It's not easy for me to take things easy. Yes, me the person who constantly rush through deadlines (yes, your work was due yesterday) with precise timing and budget for delivery has to take a seat. Not just any seat but the backseat and then learn how to take off all the hats that I have learnt to wear over the years, stripping off one layer by one layer and truly understand the meaning of going with the flow and chilling aka taking it easy.
Sometimes when it comes to the matter of the heart and when it involves another person, it's not as clear cut as I-want-it-now-and-I-want-it-this-way. I have to say that this has so far fast becoming the greatest lesson that I will ever learn. I know that at work, my low tolerance for shit has gotten me in small troubles here and there before and I am glad to say that I have mellowed down slightly over the years but this is my biggest challenge yet.

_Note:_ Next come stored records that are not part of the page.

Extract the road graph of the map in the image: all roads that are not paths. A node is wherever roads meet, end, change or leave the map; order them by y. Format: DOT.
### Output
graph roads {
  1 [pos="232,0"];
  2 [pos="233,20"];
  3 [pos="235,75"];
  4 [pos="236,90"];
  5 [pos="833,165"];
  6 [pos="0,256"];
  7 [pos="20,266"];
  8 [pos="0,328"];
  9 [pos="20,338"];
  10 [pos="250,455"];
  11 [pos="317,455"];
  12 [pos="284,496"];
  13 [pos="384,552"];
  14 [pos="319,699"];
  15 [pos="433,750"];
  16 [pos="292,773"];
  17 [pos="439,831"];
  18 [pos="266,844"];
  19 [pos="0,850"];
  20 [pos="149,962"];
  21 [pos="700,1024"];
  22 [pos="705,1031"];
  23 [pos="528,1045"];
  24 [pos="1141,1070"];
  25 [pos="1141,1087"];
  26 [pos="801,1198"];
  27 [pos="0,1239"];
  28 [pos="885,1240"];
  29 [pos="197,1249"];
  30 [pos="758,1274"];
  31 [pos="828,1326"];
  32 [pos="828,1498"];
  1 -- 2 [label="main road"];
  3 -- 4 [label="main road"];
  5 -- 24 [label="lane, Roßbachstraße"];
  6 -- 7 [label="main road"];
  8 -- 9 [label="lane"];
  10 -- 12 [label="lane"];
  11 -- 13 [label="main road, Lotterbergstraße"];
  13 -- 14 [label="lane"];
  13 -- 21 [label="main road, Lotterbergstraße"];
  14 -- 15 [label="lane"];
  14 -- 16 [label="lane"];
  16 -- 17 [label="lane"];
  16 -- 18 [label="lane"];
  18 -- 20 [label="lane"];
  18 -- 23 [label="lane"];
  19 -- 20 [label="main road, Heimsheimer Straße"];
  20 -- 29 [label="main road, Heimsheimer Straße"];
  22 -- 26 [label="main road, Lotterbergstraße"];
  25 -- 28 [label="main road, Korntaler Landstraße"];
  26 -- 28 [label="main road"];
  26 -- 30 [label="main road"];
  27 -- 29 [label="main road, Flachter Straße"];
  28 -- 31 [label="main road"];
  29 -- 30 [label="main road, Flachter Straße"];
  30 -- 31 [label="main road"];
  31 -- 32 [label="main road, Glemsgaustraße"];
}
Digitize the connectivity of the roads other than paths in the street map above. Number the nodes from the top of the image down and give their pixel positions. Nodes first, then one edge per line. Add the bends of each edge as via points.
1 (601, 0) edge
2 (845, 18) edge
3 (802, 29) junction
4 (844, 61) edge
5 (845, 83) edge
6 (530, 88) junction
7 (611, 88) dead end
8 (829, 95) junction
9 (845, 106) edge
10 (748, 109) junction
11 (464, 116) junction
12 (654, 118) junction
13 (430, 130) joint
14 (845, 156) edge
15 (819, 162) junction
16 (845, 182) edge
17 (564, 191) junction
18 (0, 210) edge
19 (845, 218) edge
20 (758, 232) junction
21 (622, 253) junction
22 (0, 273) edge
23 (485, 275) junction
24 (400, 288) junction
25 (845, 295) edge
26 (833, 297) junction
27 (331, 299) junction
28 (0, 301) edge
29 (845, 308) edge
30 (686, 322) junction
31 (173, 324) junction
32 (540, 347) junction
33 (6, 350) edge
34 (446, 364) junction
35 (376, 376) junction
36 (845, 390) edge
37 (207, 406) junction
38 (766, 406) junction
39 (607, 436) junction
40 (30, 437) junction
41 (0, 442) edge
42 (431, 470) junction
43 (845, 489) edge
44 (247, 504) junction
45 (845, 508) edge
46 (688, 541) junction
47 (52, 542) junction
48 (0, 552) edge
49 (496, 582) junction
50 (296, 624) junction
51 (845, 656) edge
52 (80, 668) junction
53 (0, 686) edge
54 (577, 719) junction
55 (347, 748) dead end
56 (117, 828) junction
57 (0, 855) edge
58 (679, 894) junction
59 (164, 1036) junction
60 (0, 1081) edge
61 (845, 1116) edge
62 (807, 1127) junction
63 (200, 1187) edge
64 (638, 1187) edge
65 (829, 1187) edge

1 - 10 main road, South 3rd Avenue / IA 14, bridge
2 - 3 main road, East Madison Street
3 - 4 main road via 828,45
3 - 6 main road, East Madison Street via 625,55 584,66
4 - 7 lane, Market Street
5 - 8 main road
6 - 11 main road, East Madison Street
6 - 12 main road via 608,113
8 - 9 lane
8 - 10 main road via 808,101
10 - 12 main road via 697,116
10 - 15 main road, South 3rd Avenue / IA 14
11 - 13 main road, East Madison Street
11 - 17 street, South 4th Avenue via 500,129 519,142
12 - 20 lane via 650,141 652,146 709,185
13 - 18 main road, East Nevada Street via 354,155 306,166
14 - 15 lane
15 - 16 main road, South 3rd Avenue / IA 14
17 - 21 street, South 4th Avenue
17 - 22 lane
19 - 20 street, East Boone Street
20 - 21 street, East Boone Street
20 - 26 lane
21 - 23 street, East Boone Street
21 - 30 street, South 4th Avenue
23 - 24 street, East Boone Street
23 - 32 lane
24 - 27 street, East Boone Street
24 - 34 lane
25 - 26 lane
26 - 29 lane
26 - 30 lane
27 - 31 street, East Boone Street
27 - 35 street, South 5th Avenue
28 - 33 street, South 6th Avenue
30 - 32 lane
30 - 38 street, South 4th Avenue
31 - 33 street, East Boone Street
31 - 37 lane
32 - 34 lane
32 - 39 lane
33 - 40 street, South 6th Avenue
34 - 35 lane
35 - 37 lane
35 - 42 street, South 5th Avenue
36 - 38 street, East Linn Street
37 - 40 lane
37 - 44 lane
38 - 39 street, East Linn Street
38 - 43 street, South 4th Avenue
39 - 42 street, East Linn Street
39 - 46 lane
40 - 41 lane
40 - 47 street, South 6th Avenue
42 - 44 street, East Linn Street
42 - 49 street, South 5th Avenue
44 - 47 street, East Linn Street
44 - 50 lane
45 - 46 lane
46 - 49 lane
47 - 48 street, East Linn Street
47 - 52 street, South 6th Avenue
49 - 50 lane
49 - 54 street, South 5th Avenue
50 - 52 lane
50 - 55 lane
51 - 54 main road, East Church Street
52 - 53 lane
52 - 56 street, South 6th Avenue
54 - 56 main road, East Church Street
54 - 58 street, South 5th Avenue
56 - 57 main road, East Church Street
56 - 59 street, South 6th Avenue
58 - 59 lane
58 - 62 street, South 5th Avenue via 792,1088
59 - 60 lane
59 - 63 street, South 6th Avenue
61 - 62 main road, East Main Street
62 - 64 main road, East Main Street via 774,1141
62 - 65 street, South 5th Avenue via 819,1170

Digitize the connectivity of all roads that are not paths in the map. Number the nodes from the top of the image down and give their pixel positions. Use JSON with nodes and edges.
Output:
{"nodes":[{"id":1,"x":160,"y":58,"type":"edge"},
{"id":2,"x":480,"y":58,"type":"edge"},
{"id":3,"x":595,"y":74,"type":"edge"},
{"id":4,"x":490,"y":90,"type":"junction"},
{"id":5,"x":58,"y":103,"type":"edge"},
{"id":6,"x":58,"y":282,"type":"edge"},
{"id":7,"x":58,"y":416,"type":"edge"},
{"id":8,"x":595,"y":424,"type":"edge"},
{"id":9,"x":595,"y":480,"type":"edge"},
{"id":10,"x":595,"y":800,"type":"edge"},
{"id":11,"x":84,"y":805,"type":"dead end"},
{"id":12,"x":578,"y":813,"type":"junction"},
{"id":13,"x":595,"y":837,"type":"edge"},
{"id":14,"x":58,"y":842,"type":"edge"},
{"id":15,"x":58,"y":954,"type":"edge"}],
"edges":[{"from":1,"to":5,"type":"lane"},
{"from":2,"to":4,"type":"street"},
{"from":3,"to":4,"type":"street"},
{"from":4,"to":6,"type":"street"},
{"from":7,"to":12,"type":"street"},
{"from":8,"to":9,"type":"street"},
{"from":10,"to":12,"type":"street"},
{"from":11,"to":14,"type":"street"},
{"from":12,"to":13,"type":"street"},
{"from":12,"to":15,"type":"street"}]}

But it's not too bad, when you actually stop, you have time to breath and look at things from broader perspective and evaluate the things that happened. It also gives the party some space and room to make changes and also to be spontaneous. Isn't it part of the beautiful side of getting involved at the first place? So right now I am ok with not knowing what is the next plan of action, not knowing where this will lead us and not knowing what will happen. It's very come what may and I am ok with it. Or least I am trying.
Believe me when I say that getting here has been painful but then again, nothing is gain without pain. Just hope for less in the future.